__Exercise prompt__.
Write each line exactly as it stands, from the line containing "Turn all roads" through the end of the data.
::::::
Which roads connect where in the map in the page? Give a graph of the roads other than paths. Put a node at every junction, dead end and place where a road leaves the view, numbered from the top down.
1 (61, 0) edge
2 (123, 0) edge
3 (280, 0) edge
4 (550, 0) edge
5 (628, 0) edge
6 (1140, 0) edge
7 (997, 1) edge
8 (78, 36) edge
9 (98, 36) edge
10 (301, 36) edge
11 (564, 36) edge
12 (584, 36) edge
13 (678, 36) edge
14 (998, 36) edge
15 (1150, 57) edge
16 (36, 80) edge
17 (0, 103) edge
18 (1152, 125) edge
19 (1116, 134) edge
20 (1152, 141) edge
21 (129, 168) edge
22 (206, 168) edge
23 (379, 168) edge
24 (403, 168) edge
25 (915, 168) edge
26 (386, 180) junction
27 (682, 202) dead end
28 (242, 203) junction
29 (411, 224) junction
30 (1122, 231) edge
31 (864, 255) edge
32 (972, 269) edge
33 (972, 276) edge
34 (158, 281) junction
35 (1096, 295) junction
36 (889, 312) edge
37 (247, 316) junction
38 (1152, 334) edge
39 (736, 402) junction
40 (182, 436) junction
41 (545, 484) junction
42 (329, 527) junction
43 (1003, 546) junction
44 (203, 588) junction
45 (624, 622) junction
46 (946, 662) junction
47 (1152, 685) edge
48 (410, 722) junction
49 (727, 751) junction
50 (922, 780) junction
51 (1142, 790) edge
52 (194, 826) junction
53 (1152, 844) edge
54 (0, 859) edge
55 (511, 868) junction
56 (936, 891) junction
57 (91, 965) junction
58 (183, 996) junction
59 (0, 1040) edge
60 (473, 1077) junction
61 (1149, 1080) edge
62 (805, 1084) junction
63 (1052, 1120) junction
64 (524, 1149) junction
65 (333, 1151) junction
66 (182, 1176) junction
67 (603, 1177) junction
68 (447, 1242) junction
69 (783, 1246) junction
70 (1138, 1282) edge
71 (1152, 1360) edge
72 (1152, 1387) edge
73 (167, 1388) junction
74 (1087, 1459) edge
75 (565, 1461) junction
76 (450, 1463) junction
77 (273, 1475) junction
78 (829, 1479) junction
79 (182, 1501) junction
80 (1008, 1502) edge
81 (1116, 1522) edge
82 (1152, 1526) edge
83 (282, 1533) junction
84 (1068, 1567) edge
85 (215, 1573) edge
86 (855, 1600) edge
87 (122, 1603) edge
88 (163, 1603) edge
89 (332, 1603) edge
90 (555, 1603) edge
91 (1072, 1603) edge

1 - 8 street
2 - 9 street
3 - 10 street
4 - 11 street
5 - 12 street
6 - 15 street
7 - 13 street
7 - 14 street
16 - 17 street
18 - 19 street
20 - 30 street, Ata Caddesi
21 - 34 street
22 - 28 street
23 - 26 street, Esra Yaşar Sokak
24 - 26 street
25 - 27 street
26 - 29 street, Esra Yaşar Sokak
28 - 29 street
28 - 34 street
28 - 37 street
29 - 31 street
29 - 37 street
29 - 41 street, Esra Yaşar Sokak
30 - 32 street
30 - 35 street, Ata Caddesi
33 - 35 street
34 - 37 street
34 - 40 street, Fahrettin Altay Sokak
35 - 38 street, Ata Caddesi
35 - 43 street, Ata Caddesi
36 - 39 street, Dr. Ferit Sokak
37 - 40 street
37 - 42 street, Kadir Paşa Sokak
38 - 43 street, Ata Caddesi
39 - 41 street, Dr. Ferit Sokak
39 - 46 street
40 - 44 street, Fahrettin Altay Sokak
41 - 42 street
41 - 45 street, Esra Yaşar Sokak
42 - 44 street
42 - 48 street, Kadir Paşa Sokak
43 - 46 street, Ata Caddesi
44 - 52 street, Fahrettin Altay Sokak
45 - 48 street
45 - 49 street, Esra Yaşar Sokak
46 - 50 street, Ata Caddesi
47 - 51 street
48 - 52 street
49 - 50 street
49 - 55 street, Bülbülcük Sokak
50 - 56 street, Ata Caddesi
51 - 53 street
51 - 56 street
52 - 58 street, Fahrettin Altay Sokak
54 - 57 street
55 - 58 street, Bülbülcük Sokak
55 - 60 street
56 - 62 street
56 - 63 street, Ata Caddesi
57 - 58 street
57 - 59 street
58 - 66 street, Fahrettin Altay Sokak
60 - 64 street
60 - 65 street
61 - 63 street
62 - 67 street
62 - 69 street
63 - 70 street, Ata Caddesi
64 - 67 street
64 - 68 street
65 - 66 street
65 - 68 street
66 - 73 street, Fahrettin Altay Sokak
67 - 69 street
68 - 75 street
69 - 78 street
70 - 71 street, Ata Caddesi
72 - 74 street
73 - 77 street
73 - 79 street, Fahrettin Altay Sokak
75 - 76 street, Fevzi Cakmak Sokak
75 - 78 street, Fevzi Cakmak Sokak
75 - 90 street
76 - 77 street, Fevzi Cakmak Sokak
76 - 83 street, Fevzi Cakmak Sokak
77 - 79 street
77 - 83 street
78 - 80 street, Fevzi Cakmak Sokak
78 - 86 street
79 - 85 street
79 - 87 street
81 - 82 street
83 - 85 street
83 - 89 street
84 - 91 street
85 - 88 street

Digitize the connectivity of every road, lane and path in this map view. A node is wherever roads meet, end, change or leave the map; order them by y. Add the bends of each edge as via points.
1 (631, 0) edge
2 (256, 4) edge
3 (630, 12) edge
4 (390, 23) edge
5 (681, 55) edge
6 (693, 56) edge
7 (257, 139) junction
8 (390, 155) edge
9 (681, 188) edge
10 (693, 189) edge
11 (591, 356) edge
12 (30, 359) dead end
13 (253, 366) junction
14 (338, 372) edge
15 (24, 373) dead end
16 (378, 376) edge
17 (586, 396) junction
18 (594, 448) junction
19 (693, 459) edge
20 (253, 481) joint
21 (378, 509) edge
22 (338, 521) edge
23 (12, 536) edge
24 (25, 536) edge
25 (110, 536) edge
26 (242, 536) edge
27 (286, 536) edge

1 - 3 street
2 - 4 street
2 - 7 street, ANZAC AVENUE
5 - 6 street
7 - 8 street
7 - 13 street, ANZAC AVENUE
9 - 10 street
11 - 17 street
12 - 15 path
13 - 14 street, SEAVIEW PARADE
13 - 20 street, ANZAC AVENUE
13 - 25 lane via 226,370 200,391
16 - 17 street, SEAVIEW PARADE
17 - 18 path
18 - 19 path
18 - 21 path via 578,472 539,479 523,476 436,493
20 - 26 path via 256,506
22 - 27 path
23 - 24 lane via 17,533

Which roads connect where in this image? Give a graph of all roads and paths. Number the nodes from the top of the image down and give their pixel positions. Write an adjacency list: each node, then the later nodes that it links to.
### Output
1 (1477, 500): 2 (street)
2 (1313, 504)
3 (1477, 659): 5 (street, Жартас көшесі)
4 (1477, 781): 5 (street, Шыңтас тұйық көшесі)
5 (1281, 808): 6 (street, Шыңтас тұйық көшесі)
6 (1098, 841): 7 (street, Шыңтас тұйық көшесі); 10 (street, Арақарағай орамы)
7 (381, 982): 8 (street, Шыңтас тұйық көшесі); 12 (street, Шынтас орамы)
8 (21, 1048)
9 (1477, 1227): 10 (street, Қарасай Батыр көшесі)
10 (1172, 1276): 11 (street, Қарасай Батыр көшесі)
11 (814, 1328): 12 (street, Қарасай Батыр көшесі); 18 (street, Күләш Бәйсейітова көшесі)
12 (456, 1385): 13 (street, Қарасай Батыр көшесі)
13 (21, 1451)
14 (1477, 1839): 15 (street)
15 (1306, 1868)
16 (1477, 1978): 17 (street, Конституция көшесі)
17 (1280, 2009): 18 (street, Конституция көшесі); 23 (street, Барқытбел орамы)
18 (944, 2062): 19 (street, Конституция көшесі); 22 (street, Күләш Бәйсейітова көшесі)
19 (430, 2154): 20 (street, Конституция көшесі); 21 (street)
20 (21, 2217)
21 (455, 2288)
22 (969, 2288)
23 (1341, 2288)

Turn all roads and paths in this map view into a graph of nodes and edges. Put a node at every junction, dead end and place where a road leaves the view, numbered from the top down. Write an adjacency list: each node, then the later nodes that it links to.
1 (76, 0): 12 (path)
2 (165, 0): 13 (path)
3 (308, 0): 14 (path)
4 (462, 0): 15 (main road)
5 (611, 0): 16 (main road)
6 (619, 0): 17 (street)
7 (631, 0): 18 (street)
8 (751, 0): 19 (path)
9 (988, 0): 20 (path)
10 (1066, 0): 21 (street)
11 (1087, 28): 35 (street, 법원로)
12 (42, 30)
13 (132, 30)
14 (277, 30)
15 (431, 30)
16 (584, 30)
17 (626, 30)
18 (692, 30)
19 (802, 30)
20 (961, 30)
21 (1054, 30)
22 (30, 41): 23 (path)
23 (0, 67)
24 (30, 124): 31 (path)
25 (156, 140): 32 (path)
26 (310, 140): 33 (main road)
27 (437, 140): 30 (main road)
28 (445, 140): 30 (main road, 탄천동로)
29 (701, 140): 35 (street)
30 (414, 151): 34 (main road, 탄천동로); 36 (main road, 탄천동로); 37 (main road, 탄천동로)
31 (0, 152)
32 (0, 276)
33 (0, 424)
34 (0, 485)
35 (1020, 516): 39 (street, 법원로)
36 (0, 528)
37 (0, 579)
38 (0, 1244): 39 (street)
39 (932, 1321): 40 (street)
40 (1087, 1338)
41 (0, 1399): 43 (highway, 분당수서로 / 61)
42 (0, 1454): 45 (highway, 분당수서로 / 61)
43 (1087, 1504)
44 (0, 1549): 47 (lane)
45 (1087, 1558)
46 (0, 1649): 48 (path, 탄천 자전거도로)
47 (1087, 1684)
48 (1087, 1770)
::::::
__Result__.
Turn all roads and paths in this map view into a graph of nodes and edges. Put a node at every junction, dead end and place where a road leaves the view, numbered from the top down. Write an adjacency list: each node, then the later nodes that it links to.
1 (76, 0): 12 (path)
2 (165, 0): 13 (path)
3 (308, 0): 14 (path)
4 (462, 0): 15 (main road)
5 (611, 0): 16 (main road)
6 (619, 0): 17 (street)
7 (631, 0): 18 (street)
8 (751, 0): 19 (path)
9 (988, 0): 20 (path)
10 (1066, 0): 21 (street)
11 (1087, 28): 35 (street, 법원로)
12 (42, 30)
13 (132, 30)
14 (277, 30)
15 (431, 30)
16 (584, 30)
17 (626, 30)
18 (692, 30)
19 (802, 30)
20 (961, 30)
21 (1054, 30)
22 (30, 41): 23 (path)
23 (0, 67)
24 (30, 124): 31 (path)
25 (156, 140): 32 (path)
26 (310, 140): 33 (main road)
27 (437, 140): 30 (main road)
28 (445, 140): 30 (main road, 탄천동로)
29 (701, 140): 35 (street)
30 (414, 151): 34 (main road, 탄천동로); 36 (main road, 탄천동로); 37 (main road, 탄천동로)
31 (0, 152)
32 (0, 276)
33 (0, 424)
34 (0, 485)
35 (1020, 516): 39 (street, 법원로)
36 (0, 528)
37 (0, 579)
38 (0, 1244): 39 (street)
39 (932, 1321): 40 (street)
40 (1087, 1338)
41 (0, 1399): 43 (highway, 분당수서로 / 61)
42 (0, 1454): 45 (highway, 분당수서로 / 61)
43 (1087, 1504)
44 (0, 1549): 47 (lane)
45 (1087, 1558)
46 (0, 1649): 48 (path, 탄천 자전거도로)
47 (1087, 1684)
48 (1087, 1770)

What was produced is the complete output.